* _Required work_:
Which lines run from the line with "index tip: (408, 263)" through the line with "pinky tip: (518, 239)" in the entries below? Print them exactly, both ends included, and nothing more.

* _Supplied material_:

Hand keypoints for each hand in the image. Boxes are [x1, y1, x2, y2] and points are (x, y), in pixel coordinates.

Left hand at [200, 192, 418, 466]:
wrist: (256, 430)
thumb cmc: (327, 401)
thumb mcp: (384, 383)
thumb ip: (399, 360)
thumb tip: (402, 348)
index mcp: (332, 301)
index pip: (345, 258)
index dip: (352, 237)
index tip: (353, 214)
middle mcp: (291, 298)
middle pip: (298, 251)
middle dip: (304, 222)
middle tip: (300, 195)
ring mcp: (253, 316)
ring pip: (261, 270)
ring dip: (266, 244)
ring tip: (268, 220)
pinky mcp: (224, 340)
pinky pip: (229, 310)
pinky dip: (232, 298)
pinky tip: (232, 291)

--

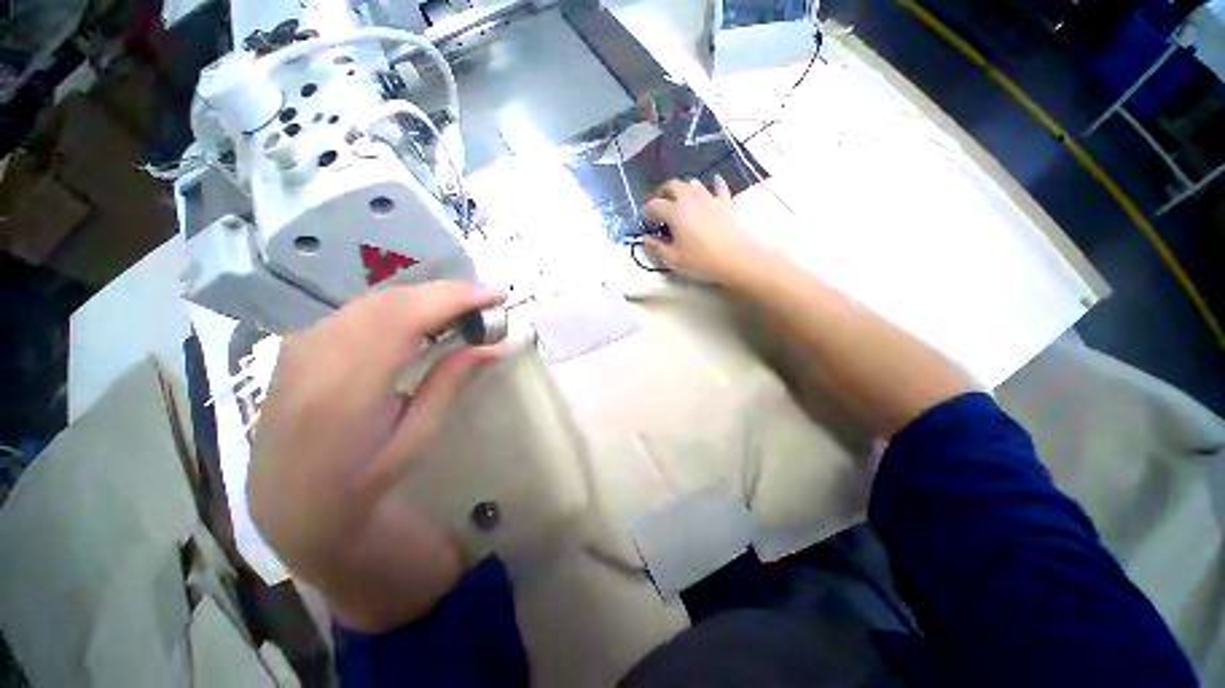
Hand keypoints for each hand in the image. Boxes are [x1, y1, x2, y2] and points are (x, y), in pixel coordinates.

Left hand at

--

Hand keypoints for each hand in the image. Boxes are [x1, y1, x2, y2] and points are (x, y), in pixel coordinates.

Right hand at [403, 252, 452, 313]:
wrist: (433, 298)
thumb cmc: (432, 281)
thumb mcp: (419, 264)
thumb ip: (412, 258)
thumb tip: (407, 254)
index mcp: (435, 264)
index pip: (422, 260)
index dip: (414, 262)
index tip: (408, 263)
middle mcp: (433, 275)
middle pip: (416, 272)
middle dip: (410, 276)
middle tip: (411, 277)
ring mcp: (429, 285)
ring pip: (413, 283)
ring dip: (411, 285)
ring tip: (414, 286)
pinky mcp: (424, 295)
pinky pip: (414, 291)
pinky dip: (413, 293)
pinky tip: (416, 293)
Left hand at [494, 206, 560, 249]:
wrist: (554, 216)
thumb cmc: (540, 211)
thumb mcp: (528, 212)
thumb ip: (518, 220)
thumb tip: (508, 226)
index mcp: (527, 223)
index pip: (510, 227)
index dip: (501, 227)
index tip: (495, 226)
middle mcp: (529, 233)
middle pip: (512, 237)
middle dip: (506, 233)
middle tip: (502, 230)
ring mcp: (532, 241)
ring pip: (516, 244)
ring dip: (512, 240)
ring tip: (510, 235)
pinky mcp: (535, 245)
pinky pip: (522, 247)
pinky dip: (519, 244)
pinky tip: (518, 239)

* _Answer box_:
index tip: (408, 263)
middle mcp: (433, 275)
middle pip: (416, 272)
middle dip: (410, 276)
middle tip: (411, 277)
ring mcp: (429, 285)
ring pip: (413, 283)
ring dip: (411, 285)
ring tip: (414, 286)
pinky mcp: (424, 295)
pinky pip: (414, 291)
pinky dip: (413, 293)
pinky tip: (416, 293)
Left hand at [494, 206, 560, 249]:
wrist: (554, 216)
thumb cmc: (540, 211)
thumb mcp: (528, 212)
thumb ip: (518, 220)
thumb tip: (508, 226)
index mcp: (527, 223)
index pip: (510, 227)
index dip: (501, 227)
index tip: (495, 226)
middle mcp: (529, 233)
middle pip: (512, 237)
middle dip: (506, 233)
middle tip: (502, 230)
ring mcp: (532, 241)
ring pip: (516, 244)
ring dip: (512, 240)
ring tip: (510, 235)
pinky mcp: (535, 245)
pinky pip: (522, 247)
pinky dip: (519, 244)
pinky tip: (518, 239)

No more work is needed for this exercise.